The European Union (EU) has just approved Data Act legislation aimed at making it easier for people to transfer their data between services, including Apple’s cloud storage service, iCloud.
After intense negotiations, the EU reached an agreement that aims to curb the influence of large US technology companies and promote transparency and innovation in the European data economy.
The European Union agreement
The Data Act simplifies the process of switching to alternative data processing providers and establishes measures to protect against unauthorized data transfers by cloud service providers.
In addition, it promotes the adoption of interoperability standards to facilitate the reuse of data across different industries.
One of the important implications for companies like Apple is that they will be required to modify iCloud to simplify the process of transferring data to an alternative platform such as Google’s cloud services.

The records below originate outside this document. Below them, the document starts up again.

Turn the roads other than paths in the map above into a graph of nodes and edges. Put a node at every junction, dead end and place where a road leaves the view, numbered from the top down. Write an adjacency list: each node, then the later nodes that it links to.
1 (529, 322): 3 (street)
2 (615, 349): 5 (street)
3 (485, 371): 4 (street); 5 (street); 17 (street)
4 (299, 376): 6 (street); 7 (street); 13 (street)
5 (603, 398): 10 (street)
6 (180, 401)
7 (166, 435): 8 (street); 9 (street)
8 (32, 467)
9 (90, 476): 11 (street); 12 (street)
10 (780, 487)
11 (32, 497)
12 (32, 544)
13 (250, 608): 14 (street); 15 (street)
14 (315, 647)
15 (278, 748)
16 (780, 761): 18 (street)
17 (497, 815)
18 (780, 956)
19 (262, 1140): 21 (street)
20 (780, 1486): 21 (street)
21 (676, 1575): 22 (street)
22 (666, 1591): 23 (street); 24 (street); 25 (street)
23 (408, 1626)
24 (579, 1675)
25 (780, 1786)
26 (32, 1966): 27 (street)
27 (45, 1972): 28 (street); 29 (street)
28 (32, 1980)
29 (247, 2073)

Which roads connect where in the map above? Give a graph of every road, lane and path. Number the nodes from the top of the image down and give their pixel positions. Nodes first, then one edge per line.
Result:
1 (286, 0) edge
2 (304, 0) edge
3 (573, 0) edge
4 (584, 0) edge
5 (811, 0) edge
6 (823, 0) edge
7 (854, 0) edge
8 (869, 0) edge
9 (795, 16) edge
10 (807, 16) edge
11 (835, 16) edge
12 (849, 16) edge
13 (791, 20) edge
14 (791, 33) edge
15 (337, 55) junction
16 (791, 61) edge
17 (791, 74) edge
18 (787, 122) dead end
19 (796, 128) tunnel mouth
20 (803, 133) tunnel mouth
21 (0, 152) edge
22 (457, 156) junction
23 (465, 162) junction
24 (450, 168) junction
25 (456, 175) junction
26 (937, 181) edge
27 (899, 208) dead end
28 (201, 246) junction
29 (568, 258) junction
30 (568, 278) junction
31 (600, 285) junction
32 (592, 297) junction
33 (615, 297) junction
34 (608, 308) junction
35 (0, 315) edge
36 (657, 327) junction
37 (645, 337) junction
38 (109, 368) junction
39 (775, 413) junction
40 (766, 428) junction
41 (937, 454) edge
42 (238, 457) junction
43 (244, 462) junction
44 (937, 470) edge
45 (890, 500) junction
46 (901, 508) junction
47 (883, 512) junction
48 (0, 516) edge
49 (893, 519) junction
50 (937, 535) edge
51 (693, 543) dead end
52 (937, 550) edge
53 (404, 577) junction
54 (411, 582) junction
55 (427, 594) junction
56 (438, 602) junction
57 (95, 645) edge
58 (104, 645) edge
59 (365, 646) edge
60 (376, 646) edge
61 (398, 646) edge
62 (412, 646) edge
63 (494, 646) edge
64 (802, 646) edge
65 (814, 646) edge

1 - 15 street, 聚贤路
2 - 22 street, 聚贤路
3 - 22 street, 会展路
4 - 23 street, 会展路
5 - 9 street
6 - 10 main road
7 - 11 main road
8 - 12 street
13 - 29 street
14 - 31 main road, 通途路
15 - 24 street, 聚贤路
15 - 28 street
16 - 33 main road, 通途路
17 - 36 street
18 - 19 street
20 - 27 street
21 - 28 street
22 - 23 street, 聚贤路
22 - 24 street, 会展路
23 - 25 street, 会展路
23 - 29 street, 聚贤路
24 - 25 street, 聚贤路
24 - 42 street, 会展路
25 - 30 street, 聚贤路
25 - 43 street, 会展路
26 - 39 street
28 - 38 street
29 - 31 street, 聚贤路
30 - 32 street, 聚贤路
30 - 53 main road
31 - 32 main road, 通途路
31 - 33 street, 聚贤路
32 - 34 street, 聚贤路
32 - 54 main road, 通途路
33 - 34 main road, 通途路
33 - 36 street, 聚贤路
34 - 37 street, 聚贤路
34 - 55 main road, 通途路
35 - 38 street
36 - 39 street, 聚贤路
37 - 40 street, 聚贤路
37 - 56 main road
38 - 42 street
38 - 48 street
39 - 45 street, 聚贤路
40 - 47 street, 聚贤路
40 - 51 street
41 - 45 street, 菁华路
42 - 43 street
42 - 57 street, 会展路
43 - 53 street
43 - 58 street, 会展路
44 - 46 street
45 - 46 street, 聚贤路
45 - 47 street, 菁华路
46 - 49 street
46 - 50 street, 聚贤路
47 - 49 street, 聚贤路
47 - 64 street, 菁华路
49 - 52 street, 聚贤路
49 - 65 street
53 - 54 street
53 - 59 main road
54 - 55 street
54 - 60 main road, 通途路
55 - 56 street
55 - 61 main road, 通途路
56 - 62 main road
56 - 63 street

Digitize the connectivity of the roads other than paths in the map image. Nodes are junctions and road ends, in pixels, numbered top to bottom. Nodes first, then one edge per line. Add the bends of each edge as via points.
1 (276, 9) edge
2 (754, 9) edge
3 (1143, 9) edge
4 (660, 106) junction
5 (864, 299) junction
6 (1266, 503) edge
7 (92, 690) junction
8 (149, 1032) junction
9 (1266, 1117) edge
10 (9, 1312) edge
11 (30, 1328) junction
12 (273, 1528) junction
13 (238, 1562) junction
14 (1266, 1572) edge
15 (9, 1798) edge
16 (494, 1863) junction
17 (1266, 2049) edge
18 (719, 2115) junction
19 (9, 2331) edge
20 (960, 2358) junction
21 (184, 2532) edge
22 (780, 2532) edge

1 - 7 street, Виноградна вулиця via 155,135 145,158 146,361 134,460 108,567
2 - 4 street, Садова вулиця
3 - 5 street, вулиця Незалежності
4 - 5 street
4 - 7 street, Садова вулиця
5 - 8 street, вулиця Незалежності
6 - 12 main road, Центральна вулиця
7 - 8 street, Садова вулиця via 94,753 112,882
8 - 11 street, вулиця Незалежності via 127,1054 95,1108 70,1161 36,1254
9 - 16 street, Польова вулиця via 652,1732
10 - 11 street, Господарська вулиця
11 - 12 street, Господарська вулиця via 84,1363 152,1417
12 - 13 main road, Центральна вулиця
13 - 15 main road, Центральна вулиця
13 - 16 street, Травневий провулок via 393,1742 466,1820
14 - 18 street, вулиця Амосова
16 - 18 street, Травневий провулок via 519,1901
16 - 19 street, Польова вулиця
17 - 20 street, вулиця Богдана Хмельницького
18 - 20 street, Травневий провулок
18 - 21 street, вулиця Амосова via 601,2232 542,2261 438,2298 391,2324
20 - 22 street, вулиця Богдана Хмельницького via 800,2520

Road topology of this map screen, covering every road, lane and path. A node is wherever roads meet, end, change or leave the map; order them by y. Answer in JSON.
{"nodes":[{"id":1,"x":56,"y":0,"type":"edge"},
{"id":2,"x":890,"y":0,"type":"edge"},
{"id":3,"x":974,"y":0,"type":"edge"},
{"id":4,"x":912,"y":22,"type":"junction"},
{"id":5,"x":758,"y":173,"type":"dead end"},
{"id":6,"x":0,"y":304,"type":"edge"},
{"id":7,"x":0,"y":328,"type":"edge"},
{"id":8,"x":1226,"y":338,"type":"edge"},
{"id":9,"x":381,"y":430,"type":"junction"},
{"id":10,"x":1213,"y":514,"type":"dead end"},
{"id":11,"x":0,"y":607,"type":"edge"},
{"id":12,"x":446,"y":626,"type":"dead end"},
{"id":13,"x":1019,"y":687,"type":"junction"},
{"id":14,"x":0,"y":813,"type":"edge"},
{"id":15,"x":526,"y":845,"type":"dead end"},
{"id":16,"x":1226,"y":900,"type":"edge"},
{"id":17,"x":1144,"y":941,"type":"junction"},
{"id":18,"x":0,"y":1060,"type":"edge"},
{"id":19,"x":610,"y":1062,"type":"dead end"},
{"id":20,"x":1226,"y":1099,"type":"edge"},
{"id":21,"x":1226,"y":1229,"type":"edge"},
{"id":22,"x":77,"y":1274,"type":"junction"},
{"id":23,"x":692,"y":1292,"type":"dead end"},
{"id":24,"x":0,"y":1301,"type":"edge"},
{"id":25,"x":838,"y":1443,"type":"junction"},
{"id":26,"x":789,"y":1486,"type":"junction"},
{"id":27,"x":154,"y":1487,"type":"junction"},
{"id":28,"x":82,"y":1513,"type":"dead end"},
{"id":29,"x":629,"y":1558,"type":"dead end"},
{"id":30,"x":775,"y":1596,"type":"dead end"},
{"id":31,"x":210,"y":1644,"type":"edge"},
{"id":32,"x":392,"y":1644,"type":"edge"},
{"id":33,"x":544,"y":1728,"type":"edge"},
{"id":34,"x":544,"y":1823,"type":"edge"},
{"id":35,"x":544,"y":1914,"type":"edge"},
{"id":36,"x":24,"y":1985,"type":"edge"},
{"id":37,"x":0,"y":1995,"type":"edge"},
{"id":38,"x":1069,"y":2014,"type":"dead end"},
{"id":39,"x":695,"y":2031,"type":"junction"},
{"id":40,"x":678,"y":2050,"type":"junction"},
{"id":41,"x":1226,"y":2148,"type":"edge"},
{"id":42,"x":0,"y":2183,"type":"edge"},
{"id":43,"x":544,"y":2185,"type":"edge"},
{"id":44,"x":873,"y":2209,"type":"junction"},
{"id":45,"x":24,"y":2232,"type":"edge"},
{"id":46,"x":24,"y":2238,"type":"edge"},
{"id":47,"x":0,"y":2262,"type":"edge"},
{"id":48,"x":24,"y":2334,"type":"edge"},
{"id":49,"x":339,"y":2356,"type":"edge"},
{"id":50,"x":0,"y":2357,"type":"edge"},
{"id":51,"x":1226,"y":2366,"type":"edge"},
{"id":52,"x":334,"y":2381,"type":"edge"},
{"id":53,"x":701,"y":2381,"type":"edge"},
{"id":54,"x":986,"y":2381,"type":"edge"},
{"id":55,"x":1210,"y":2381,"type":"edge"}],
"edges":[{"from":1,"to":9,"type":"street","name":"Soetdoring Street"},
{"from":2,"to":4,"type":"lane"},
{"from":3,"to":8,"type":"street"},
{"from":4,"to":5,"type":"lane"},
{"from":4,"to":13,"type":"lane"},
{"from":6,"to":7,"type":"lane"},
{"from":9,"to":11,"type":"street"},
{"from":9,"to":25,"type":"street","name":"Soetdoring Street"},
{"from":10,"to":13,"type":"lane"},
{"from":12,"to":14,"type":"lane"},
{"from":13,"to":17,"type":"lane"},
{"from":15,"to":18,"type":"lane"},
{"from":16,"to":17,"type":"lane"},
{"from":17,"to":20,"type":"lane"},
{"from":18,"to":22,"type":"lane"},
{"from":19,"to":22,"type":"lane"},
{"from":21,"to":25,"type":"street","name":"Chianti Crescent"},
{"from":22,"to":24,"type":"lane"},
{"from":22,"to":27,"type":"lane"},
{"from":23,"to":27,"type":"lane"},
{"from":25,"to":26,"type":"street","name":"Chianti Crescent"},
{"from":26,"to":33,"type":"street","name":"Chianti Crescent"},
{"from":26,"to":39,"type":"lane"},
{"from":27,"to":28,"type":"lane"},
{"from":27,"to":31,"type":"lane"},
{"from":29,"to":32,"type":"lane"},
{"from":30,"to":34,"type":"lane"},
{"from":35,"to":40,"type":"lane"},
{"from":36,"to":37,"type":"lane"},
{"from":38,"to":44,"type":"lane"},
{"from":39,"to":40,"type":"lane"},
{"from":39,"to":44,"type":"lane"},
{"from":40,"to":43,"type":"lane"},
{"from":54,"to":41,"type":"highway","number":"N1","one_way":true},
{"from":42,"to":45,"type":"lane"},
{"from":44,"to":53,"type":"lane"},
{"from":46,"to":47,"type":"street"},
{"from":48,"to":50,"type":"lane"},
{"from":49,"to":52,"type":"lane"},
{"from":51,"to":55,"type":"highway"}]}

While Apple already has the app “Migrate to iOS” on Android to help transfer data to Apple devices, there is no equivalent tool to help users leave the Apple ecosystem.
The approval of the Data Act it’s just one of several EU regulatory measures impacting companies like Apple.
Other EU regulations: DMA and DSA
In 2022, the EU also signed the Digital Markets Act (DMA) and Digital Services Act (DSA), which aims to regulate other aspects of the digital sector.
The DMA focuses on regulating so-called platforms “gatekeepers” – technology companies that have significant control over access to the digital market.
It aims to ensure fair competition by preventing anti-competitive practices such as favoring your own services or restricting interoperability with other platforms.
The DSA aims to hold technology companies accountable for the content on their platforms and combat the spread of illegal content such as hate speech and counterfeit products.
It also promotes transparency by requiring platforms to disclose their content moderation policies and the algorithms they use to recommend content to users.
In short, the approval of the Data Act represents a significant advance in data governance in the EU and impacts companies like Apple, which will need to adapt to facilitate the transfer of user data.
Now, it remains to be seen how these new rules will be implemented and what challenges and opportunities will arise for technology companies in Europe.